Peeping Tom (1960)

Directed by Michael Powell. Starring Carl Boehm, Anna Massey, Maxine Audley, Moira Shearer, Jack Watson, Pamela Green, Shirley Anne Field, Martin Miller, Esmond Knight, Brenda Bruce.

In this voyeuristic proto-slasher, disturbed photog Mark (Boehm) targets women to be his “subjects” of fear, an obsession that grew out of childhood trauma. His twisted world is seen through his camera, as intimate in his hands as a lover, a spiked leg of the tripod his phallic weapon—it’s all very Freudian, of course, pushed to melodramatic extremes through Boehm’s unforgettably creepy yet shy, pitiful and “polite” performance, and the vigorously subjective camerawork (hardly the only layer-upon-layer present in this off-putting yet compelling picture).
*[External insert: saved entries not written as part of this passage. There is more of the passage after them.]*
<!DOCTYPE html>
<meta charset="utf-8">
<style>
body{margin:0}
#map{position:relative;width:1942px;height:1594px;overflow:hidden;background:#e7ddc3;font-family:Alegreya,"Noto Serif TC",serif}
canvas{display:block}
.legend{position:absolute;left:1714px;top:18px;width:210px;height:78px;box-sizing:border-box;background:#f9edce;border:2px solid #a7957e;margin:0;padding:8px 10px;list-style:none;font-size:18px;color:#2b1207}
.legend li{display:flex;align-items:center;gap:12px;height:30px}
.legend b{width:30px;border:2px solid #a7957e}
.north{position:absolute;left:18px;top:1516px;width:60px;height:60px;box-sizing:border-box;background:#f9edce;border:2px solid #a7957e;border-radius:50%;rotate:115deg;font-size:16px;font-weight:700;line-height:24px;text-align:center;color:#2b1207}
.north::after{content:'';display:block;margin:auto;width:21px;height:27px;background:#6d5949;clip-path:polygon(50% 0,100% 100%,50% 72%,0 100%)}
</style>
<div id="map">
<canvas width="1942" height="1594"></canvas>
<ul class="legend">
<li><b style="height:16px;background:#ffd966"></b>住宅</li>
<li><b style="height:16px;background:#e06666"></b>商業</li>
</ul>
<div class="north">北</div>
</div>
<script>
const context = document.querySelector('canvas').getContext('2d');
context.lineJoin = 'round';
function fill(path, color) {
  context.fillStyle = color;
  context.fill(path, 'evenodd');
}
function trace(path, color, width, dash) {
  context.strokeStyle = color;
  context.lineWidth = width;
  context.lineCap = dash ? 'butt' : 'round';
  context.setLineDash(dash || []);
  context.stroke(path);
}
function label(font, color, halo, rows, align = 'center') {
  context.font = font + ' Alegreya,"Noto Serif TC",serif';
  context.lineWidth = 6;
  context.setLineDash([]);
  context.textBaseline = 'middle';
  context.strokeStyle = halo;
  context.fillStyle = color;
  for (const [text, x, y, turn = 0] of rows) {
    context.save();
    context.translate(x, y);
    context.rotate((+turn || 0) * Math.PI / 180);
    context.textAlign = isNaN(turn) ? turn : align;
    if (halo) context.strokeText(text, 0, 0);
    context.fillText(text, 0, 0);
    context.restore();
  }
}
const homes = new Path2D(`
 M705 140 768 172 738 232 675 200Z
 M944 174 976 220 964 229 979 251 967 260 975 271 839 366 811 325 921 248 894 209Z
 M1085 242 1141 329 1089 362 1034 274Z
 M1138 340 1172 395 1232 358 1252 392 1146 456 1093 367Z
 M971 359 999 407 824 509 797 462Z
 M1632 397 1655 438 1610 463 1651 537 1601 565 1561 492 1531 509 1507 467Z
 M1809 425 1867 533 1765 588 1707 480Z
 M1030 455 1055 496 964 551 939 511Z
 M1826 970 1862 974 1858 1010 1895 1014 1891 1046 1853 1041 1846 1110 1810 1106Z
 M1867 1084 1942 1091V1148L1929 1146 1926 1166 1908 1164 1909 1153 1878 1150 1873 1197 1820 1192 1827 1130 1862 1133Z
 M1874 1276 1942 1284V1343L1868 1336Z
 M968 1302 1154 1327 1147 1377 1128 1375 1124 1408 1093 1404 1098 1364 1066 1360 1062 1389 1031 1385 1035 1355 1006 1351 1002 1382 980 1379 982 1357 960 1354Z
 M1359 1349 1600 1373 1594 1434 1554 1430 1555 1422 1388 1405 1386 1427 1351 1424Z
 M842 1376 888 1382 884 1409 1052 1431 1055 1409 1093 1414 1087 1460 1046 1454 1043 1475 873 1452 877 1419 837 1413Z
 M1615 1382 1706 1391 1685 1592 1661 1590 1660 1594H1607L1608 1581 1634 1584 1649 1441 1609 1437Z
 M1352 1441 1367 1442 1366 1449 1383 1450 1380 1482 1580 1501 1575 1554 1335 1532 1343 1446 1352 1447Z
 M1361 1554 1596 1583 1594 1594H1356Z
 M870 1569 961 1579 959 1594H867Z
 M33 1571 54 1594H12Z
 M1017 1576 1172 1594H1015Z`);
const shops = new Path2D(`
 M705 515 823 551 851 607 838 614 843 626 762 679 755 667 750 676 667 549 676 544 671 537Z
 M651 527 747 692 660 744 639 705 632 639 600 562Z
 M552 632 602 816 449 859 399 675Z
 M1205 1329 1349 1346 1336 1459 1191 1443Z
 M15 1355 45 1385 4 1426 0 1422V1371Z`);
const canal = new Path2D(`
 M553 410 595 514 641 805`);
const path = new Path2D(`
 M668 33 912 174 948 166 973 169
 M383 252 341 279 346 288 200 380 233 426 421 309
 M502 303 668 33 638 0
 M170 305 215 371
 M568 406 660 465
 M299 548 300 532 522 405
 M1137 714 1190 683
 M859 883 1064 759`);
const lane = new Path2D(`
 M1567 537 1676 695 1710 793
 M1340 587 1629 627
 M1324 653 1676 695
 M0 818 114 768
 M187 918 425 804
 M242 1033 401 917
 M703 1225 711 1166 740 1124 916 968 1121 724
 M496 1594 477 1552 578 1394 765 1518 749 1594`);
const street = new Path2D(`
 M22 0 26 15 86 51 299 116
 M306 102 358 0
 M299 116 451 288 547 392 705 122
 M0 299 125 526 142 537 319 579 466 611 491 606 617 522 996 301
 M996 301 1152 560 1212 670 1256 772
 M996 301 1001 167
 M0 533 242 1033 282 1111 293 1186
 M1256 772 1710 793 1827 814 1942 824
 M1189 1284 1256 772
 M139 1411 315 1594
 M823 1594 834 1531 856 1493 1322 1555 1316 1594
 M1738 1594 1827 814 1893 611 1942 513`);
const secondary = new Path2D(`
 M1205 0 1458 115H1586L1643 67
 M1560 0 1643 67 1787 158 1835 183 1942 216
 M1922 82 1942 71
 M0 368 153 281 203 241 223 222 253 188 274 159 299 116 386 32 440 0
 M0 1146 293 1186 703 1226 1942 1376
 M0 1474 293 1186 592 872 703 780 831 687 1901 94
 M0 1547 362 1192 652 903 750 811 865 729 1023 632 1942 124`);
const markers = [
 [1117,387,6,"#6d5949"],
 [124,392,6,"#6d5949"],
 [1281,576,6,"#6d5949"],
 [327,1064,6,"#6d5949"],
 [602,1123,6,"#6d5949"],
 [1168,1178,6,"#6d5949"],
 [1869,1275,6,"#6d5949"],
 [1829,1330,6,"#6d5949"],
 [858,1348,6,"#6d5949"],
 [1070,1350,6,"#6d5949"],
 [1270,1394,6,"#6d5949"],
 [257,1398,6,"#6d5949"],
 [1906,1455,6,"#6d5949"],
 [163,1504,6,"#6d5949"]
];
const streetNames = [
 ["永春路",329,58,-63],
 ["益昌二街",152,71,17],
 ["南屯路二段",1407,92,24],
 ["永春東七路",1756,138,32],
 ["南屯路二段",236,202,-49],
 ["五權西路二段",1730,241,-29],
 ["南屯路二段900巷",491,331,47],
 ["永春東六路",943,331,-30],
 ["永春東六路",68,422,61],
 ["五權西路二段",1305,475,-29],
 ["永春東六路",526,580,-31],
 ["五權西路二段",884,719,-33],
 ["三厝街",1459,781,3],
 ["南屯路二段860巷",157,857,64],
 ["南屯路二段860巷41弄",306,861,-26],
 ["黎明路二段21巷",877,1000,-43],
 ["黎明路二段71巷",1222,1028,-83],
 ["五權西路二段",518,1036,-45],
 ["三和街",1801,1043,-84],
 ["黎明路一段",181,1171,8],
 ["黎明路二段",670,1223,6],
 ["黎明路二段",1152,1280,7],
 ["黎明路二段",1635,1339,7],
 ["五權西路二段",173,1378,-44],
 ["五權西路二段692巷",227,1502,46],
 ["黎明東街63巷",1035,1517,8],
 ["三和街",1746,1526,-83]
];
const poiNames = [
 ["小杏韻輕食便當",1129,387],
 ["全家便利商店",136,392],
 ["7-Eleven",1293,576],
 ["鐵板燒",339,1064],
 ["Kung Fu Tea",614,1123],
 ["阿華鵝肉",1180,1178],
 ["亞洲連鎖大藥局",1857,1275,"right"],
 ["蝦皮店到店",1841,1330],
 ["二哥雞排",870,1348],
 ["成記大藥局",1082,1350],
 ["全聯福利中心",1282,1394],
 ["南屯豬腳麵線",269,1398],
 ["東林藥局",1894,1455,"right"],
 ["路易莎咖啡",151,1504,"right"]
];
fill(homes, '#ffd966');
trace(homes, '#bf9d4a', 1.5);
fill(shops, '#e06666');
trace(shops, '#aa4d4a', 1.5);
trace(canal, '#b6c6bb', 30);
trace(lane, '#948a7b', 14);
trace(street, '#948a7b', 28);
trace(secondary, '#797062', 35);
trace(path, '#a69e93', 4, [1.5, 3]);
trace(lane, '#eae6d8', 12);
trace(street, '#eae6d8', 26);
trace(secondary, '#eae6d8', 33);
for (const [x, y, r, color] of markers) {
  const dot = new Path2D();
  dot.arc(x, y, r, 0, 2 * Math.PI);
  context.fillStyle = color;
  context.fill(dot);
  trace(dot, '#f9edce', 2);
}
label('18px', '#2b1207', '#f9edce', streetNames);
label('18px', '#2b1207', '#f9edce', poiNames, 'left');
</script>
Massey does fine vulnerable work as well, playing the sympathetic young woman living below the killer who takes an interest (even a liking) to him and his “hobby”. Like Hitchcock’s Psycho from the same year, a first-rate shocker that would be studied and copied relentlessly in the decades after; unlike that movie, however, it would be many years before a reappraisal turned this one into an influential effort in the genre—upon release, the pic was so viciously repudiated by moralistic critics, it effectively ended the career of one of Britain’s best directors. Brian Easdale composed the score.